Après l’essai libanais d’une taxe sur leurs messages envoyés par Whatsapp qui avait mis les citoyens libanais dans la rue et marqué le début de la contestation sociale, c’est l’Espagne qui choisit de s’intéresser à ces réseaux de messagerie instantanée.

En réponse à une demande des opérateurs telecom, un projet de loi prévoit de taxer ces nouveaux noms de la communication, les Whatsapp ou autres Telegram, qui sont en plein expansion en Espagne comme ailleurs. Le projet de loi prévoit de les considérer comme fournisseurs de télécommunications, et à ce titre, ce sont donc les entreprises qui seront taxées si leurs activités génèrent plus d’un million d’euros.
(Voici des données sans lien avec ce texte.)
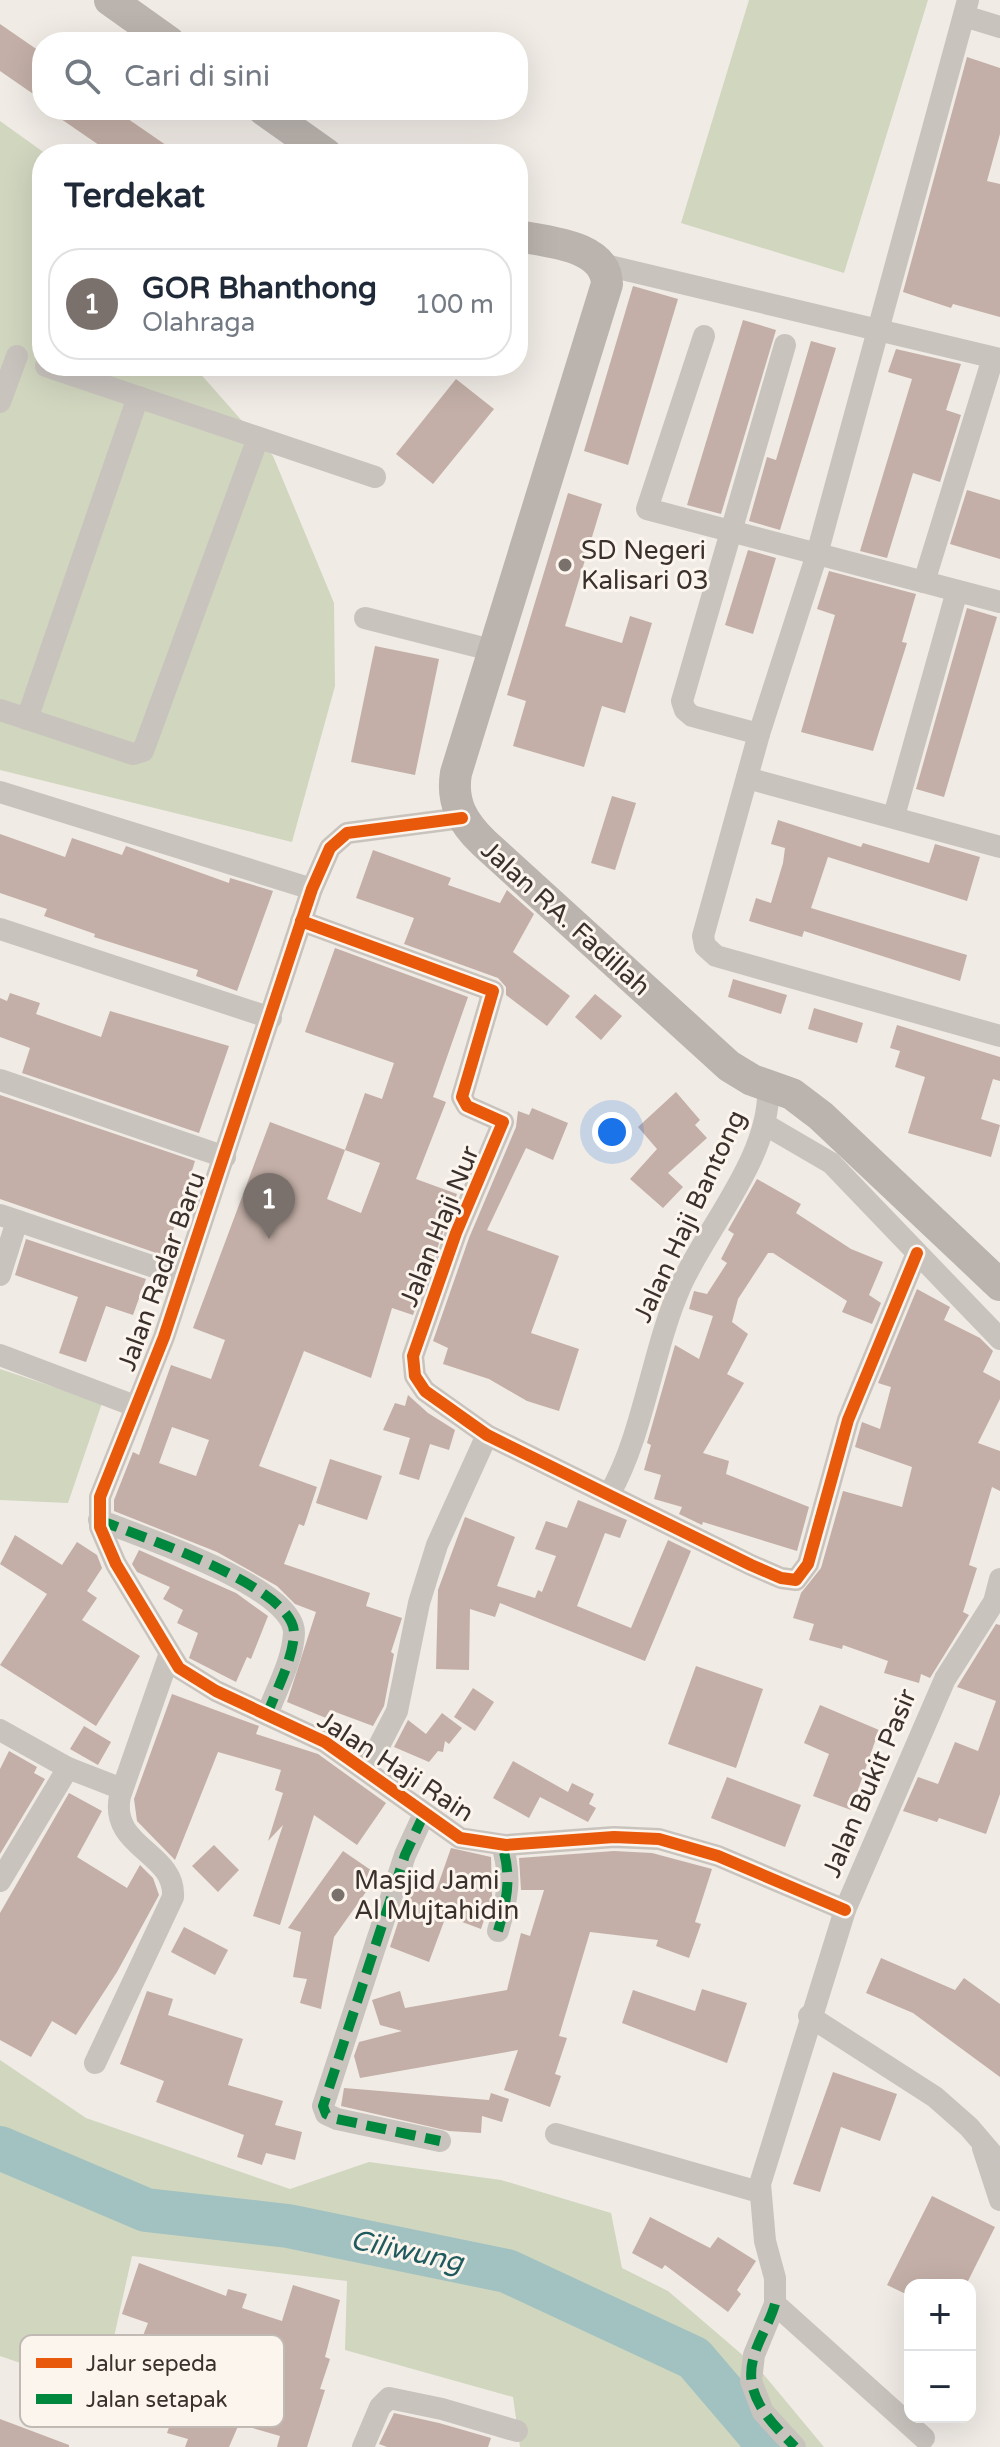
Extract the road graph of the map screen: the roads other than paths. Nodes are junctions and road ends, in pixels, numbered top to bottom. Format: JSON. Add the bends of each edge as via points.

Ce pourquoi l’impact devrait être réduit un premier temps, puisque que des entreprises comme Whatsapp ne génèrent que très peu de revenu, les fournissant de manière gratuite aux utilisateurs.

 

Mais le gouvernement ne voudrait pas s’arrêter là. La véritable ambition espagnole serait de taxer tous les services numériques qui échappent généralement au fisc, de la publicité digitale aux services liés au cloud, en passant, bien sûr par les plateformes d’e-commerce, allant dans le sens de la taxe GAFA que l’on connait en France.